## Exercise
Return all of the material exactly; no line may be dropped.

## Material supplied
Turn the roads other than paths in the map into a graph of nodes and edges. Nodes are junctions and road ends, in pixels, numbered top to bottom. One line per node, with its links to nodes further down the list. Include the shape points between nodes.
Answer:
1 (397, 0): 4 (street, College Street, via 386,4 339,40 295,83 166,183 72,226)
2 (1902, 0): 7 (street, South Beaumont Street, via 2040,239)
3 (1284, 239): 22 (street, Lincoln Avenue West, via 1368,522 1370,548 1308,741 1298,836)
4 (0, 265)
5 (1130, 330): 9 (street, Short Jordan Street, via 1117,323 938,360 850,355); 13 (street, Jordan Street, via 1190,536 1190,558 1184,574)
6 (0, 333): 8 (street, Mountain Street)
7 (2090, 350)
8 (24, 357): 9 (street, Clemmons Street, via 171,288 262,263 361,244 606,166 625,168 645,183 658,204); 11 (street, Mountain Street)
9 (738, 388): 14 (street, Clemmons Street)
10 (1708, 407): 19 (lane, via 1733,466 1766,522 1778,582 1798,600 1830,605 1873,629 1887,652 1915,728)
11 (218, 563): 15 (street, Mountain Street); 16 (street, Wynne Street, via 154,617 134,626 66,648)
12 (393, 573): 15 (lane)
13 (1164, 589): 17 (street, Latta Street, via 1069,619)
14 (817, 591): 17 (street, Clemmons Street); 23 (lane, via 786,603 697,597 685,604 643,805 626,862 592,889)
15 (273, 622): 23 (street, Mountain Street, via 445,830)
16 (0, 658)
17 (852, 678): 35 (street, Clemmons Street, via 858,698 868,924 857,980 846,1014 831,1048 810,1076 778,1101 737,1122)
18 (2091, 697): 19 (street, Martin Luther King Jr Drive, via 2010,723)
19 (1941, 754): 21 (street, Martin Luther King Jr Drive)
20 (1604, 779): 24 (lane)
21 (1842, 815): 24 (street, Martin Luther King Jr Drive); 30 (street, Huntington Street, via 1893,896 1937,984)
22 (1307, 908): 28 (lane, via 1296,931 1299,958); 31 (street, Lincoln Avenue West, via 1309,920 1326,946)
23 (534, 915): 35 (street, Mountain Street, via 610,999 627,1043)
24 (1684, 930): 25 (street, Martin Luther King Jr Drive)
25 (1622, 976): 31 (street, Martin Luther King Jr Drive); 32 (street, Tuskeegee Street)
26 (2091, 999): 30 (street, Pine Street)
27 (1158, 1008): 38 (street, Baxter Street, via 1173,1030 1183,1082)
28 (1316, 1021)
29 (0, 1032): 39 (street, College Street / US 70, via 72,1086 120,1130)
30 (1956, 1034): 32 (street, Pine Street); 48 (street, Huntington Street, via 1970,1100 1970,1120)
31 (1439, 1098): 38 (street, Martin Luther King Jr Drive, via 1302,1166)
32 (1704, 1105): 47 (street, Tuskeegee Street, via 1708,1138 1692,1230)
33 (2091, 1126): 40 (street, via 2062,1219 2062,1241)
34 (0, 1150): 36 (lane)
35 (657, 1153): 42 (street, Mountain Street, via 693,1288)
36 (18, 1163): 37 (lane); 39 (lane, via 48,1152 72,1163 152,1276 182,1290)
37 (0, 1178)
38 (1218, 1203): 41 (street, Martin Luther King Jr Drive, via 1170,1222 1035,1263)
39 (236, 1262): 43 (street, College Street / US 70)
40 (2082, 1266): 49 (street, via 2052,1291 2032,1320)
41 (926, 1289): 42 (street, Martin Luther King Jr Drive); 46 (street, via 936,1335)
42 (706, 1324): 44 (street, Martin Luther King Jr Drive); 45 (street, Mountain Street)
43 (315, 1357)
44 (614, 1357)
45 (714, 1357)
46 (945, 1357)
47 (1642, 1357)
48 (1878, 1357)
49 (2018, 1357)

## Answer space
Turn the roads other than paths in the map into a graph of nodes and edges. Nodes are junctions and road ends, in pixels, numbered top to bottom. One line per node, with its links to nodes further down the list. Include the shape points between nodes.
Answer:
1 (397, 0): 4 (street, College Street, via 386,4 339,40 295,83 166,183 72,226)
2 (1902, 0): 7 (street, South Beaumont Street, via 2040,239)
3 (1284, 239): 22 (street, Lincoln Avenue West, via 1368,522 1370,548 1308,741 1298,836)
4 (0, 265)
5 (1130, 330): 9 (street, Short Jordan Street, via 1117,323 938,360 850,355); 13 (street, Jordan Street, via 1190,536 1190,558 1184,574)
6 (0, 333): 8 (street, Mountain Street)
7 (2090, 350)
8 (24, 357): 9 (street, Clemmons Street, via 171,288 262,263 361,244 606,166 625,168 645,183 658,204); 11 (street, Mountain Street)
9 (738, 388): 14 (street, Clemmons Street)
10 (1708, 407): 19 (lane, via 1733,466 1766,522 1778,582 1798,600 1830,605 1873,629 1887,652 1915,728)
11 (218, 563): 15 (street, Mountain Street); 16 (street, Wynne Street, via 154,617 134,626 66,648)
12 (393, 573): 15 (lane)
13 (1164, 589): 17 (street, Latta Street, via 1069,619)
14 (817, 591): 17 (street, Clemmons Street); 23 (lane, via 786,603 697,597 685,604 643,805 626,862 592,889)
15 (273, 622): 23 (street, Mountain Street, via 445,830)
16 (0, 658)
17 (852, 678): 35 (street, Clemmons Street, via 858,698 868,924 857,980 846,1014 831,1048 810,1076 778,1101 737,1122)
18 (2091, 697): 19 (street, Martin Luther King Jr Drive, via 2010,723)
19 (1941, 754): 21 (street, Martin Luther King Jr Drive)
20 (1604, 779): 24 (lane)
21 (1842, 815): 24 (street, Martin Luther King Jr Drive); 30 (street, Huntington Street, via 1893,896 1937,984)
22 (1307, 908): 28 (lane, via 1296,931 1299,958); 31 (street, Lincoln Avenue West, via 1309,920 1326,946)
23 (534, 915): 35 (street, Mountain Street, via 610,999 627,1043)
24 (1684, 930): 25 (street, Martin Luther King Jr Drive)
25 (1622, 976): 31 (street, Martin Luther King Jr Drive); 32 (street, Tuskeegee Street)
26 (2091, 999): 30 (street, Pine Street)
27 (1158, 1008): 38 (street, Baxter Street, via 1173,1030 1183,1082)
28 (1316, 1021)
29 (0, 1032): 39 (street, College Street / US 70, via 72,1086 120,1130)
30 (1956, 1034): 32 (street, Pine Street); 48 (street, Huntington Street, via 1970,1100 1970,1120)
31 (1439, 1098): 38 (street, Martin Luther King Jr Drive, via 1302,1166)
32 (1704, 1105): 47 (street, Tuskeegee Street, via 1708,1138 1692,1230)
33 (2091, 1126): 40 (street, via 2062,1219 2062,1241)
34 (0, 1150): 36 (lane)
35 (657, 1153): 42 (street, Mountain Street, via 693,1288)
36 (18, 1163): 37 (lane); 39 (lane, via 48,1152 72,1163 152,1276 182,1290)
37 (0, 1178)
38 (1218, 1203): 41 (street, Martin Luther King Jr Drive, via 1170,1222 1035,1263)
39 (236, 1262): 43 (street, College Street / US 70)
40 (2082, 1266): 49 (street, via 2052,1291 2032,1320)
41 (926, 1289): 42 (street, Martin Luther King Jr Drive); 46 (street, via 936,1335)
42 (706, 1324): 44 (street, Martin Luther King Jr Drive); 45 (street, Mountain Street)
43 (315, 1357)
44 (614, 1357)
45 (714, 1357)
46 (945, 1357)
47 (1642, 1357)
48 (1878, 1357)
49 (2018, 1357)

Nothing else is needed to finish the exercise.